Cuando de movilidad urbana moderna se trata hay una premisa clave que define las prioridades para el uso de la infraestructura que fue diseñada para atender las necesidades de movilización humana en las ciudades, que obedece al siguiente orden: peatones, ciclistas, personas que usan el transporte público colectivo, personas que utilizan otro tipo de transporte público y las que se valen de los automotores para desplazarse o desplazar su carga de un lugar a otro.
Por su parte, la ciudadanía, previa consulta y consenso (es su derecho), se somete o se acoge (para el efecto es lo mismo) a las reglas, lográndose de esta manera una movilidad dinámica, ágil y segura.
Como se puede apreciar, muchos actores coinciden en un mismo escenario (malla vial y obras de arte de ingeniería) tratando de llegar pronto a su destino. Pero, si el escenario no les ofrece a estos actores garantías de seguridad y agilidad, el sistema comienza entonces a fallar:
si las vías presentan visible deterioro (roturas, vertimientos, basuras, vehículos mal estacionados, limpiadores de vidrios y ventas callejeras); si los semáforos no están debidamente sincronizados, la señalización es borrosa y no hay cebras en las intersecciones, no existen ciclo-rutas ni moto-rutas y el amueblamiento (paraderos, puentes peatonales, separadores o bulevares, andenes, canecas estacionarias, etc.) es insuficiente o está pesimamente ubicado, la situación se complica y de qué manera.
Los peatones andan como “Pedro por su casa”, se tiran a la calle y se atraviesan sin mirar; las ciclas y las motos se desplazan siempre por la izquierda, invaden los andenes, viajan en zigzag, no respetan señales ni semáforos, se cruzan por lugares exclusivos de personas con alguna discapacidad; los buses y taxis recogen y dejan pasajeros en cualquier parte, surgen estaciones de taxis donde uno menos se las imagina; los carros particulares parquean sobre los andenes y a ambos lados de las calzadas, los parqueaderos en el centro son escasos y los camiones cargan y descargan a cualquier hora del día. Es el caos, ya no me queda ninguna duda.
Alguien podría explicarme ¿por qué no hay más accidentes y más personas accidentadas?
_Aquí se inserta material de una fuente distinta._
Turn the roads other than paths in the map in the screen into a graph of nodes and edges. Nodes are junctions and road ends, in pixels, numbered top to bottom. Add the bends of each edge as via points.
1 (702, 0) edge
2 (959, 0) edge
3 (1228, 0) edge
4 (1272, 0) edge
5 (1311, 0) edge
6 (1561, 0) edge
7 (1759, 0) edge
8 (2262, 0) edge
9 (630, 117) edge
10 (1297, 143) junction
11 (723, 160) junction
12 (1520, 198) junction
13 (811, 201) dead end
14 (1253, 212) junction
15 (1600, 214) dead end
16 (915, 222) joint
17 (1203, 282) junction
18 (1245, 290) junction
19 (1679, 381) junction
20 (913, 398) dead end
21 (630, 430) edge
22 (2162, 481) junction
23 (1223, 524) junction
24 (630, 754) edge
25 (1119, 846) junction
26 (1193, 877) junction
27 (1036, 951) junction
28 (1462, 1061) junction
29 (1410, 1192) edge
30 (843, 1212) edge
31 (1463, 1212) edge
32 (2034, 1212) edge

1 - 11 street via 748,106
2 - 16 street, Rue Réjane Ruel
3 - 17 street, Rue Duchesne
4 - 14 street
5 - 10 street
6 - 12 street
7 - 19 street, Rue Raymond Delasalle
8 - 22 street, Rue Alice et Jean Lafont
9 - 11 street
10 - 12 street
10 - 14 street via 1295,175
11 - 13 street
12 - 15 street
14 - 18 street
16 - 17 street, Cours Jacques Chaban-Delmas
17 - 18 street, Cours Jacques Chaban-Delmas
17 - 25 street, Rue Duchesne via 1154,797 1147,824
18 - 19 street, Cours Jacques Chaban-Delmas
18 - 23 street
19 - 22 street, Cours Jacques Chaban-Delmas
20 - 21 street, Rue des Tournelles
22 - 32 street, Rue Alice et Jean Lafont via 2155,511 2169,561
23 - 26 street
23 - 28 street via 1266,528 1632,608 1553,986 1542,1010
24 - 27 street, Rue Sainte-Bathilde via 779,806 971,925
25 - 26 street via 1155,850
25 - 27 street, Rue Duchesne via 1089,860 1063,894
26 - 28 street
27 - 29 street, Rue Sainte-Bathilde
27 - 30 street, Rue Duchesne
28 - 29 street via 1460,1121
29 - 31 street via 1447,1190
Porque hay conductores, digo yo, que intuyen, perciben, sienten la ausencia de controles y se han vuelto cuidadosos, son los artífices de esa aparente armonía en la circulación, que prefieren reír (“cógela suave”) a tener que tragarse luego los insultos, disminuyen la velocidad, frenan, le dan paso a la imprudencia, esperan con paciencia, evitando atropellar a un peatón, a un ciclista o a un moto-taxista.
La ciudad se torna lenta como lento es su desarrollo, más hostil e insegura, contaminada, sofocante, intransitable en “horas pico” y solitaria y miedosa después de las cinco, cuando los grupos asociales que ejercen la mendicidad y la prostitución salen a ocupar el espacio que van dejando los transeúntes.
Algo me dice que la ciudad de la que escribo hoy pudiera ser Santa Marta que, como cualquiera otra de la costa o del interior, posee problemas graves de movilidad sin que nadie se pellizque y actúe buscando las soluciones que ayuden a invertir la proporcionalidad de la relación que dice que a una mejor movilidad (más eficaz y humana) corresponde una mayor velocidad y por ende, un mayor desarrollo y disposición colectiva para elevar la calidad de vida y ver crecer las oportunidades de la ciudadanía al ritmo que crece y evoluciona su territorio.